Bu konuyu açtığınız iyi oldu. Benim çok dolu olduğum bir konu. Hem televizyonda, hem sinemada, yapımlarda herkesin payı vardır. Ama nedense hiçbir yazıda, röportajda küçücük de olsa yazarın adı geçmez. Siz kaç yazıda, röportajda gördünüz? Oysa, iyi bir senaryoyu kötü bir yönetmen çekebilir ve seyredilir ama kötü bir senaryoyu Fellini gelse kurtararamaz.

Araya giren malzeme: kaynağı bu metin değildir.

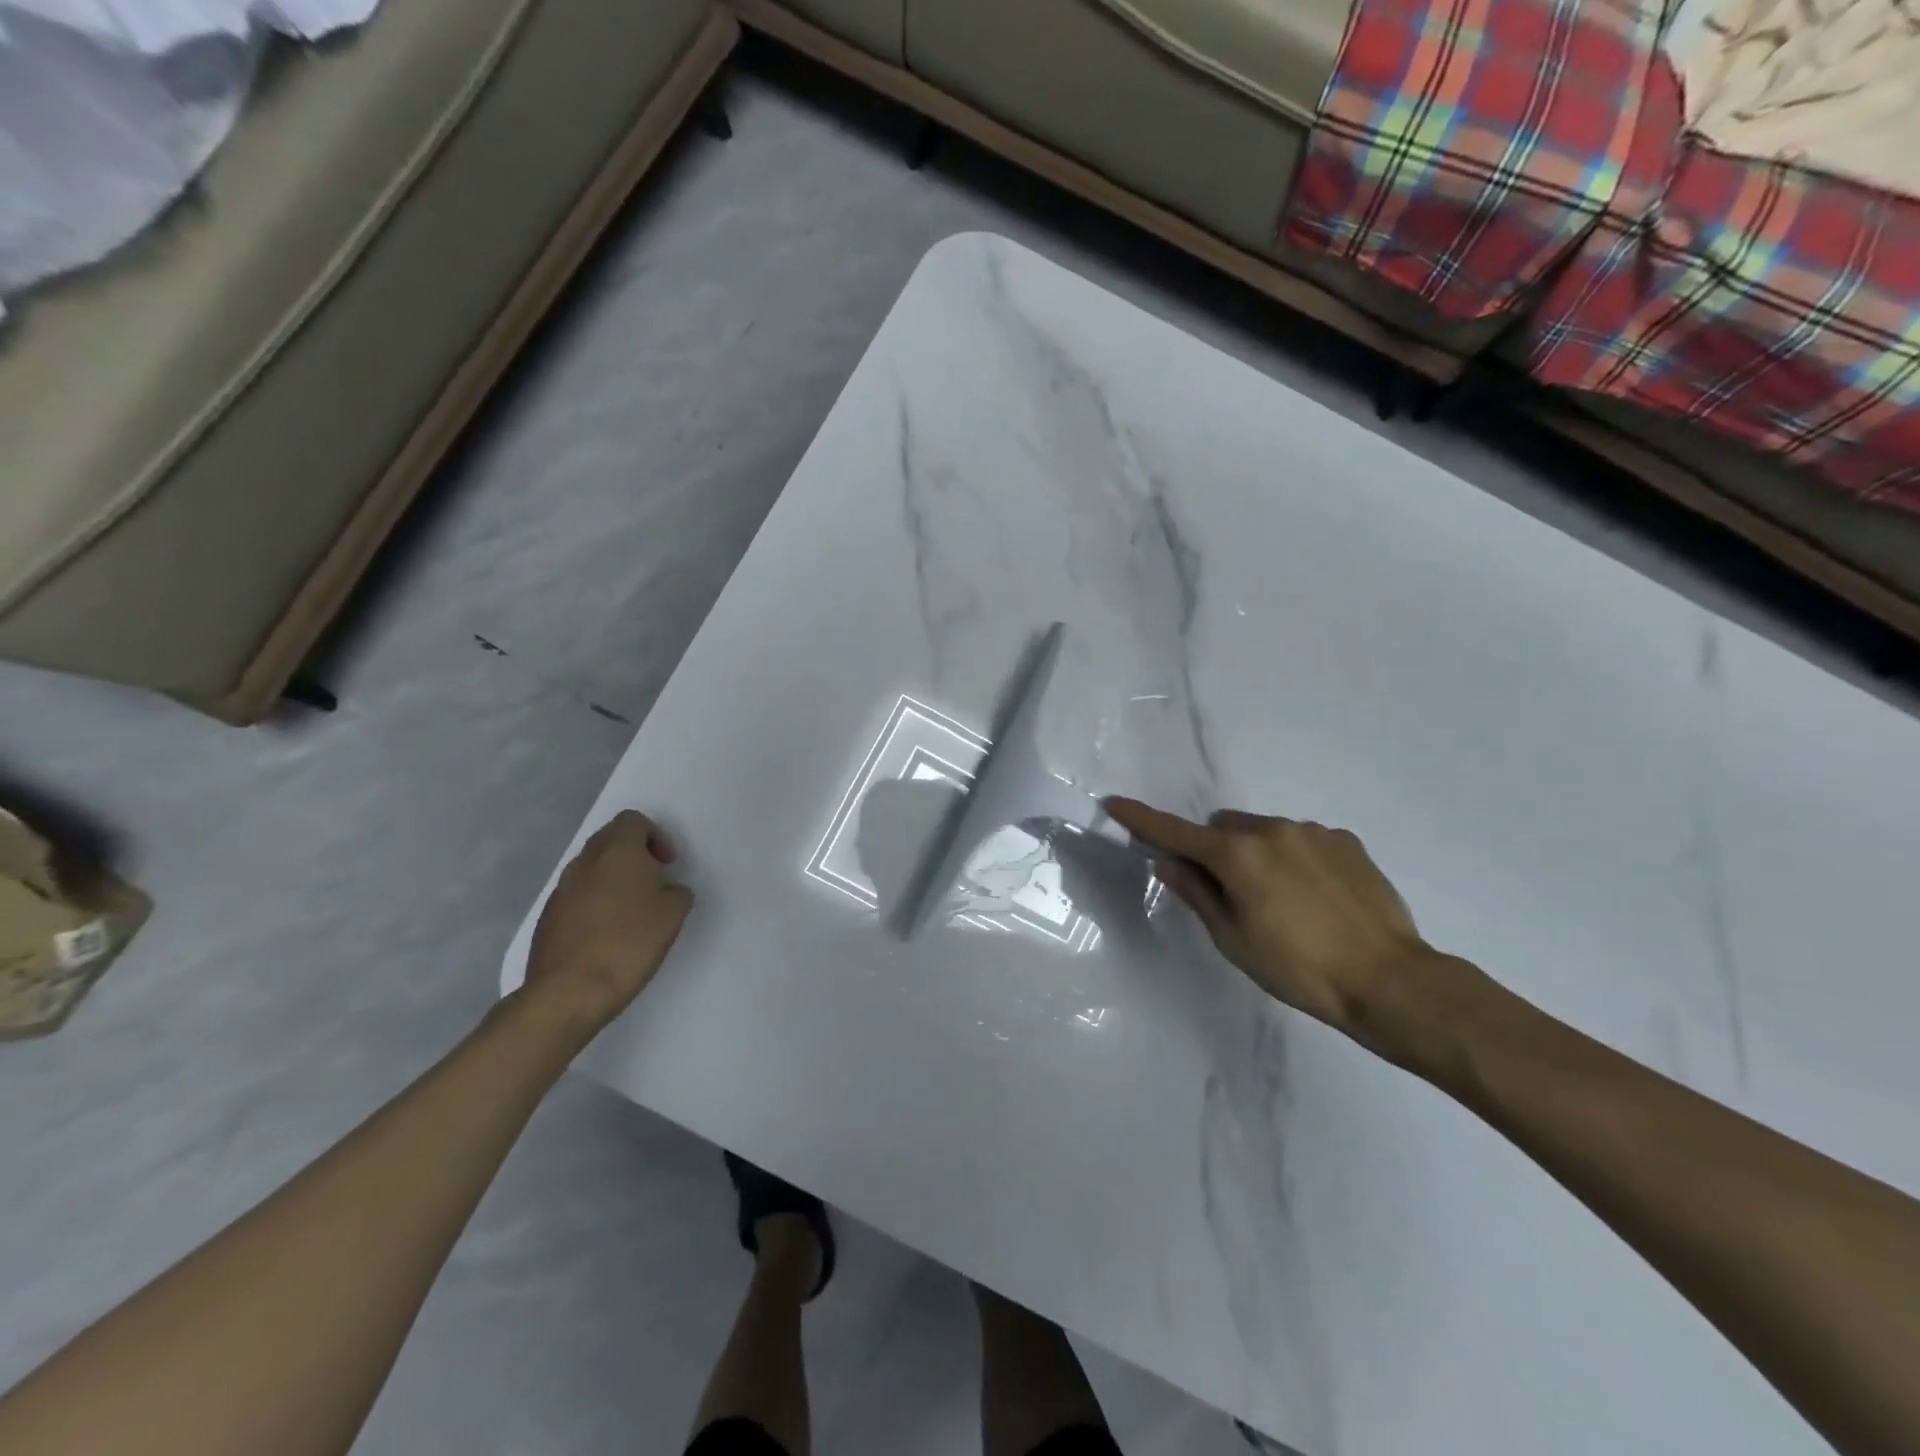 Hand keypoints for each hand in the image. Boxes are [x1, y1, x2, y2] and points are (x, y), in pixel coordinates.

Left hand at [523, 811, 693, 1035]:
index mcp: (617, 851)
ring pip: (591, 867)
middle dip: (633, 854)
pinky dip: (594, 902)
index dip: (655, 836)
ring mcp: (561, 889)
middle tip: (652, 882)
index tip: (667, 865)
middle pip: (609, 839)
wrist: (569, 991)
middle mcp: (585, 862)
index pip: (633, 820)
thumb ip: (677, 892)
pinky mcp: (548, 917)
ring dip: (612, 878)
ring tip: (631, 910)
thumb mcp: (673, 915)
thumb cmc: (629, 943)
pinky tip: (607, 932)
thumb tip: (667, 891)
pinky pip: (576, 895)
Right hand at [1105, 798, 1434, 1036]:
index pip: (1175, 832)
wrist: (1390, 980)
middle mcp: (1272, 830)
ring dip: (1256, 853)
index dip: (1141, 820)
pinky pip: (1301, 839)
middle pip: (1222, 827)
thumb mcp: (1234, 939)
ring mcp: (1312, 831)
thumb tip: (1169, 863)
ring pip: (1263, 831)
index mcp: (1237, 856)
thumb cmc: (1299, 969)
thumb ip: (1198, 894)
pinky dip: (1293, 858)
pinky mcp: (1345, 840)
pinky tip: (1315, 897)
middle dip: (1215, 850)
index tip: (1114, 804)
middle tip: (1229, 893)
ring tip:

Ali Haydar Alevi mi bilmiyorum Hakkı Devrim bir yazısında "‘İkinci Bahar’ı sevip benimseyişimizde, ‘muhabbet sofrasında Cem olma’nın da dahli ve tesiri var mıydı acaba," diye sordu. Ve dizide Alevîlik’ten esintiler olduğunu yazdı. Ali Haydar Alevi mi?
Bilmiyorum, aklımdan bile geçmedi.
Siz Alevi misiniz?
Hayır. İnsanın dinsel kimliğini ortaya çıkarması benim hiç hoşuma gitmiyor. Böyle bir mesaj yok. Ama isimler de rastlantı olabilir. Bilmiyorum, belki ekipte Alevi olan da vardır. Daha doğrusu Güneydoğu’da zaten sık rastlanan isimler bunlar. Hakkı Devrim’in üstüne gittiği konu, bıyıklar, Zülfikar ve Ali Haydar adı... Bir de Aleviler aydınlık görüşlü olur diyor. E, Sünnilerde yok mu aydınlık görüşlü olan? Bu biraz zorlama bir değerlendirme bence. Öncelikle böyle değerlendirmeyi doğru bulmuyorum. Zaten yeterince parçalanmış bir toplumuz. Aleviliği öne çıkarınca ister istemez Sünni değerlerini de öne çıkartmış oluyorsunuz. Diyalektik bu yaa işte, bir şeyi ortaya koyarsanız onun karşıtını da koyarsınız. Onun için kesinlikle reddediyorum.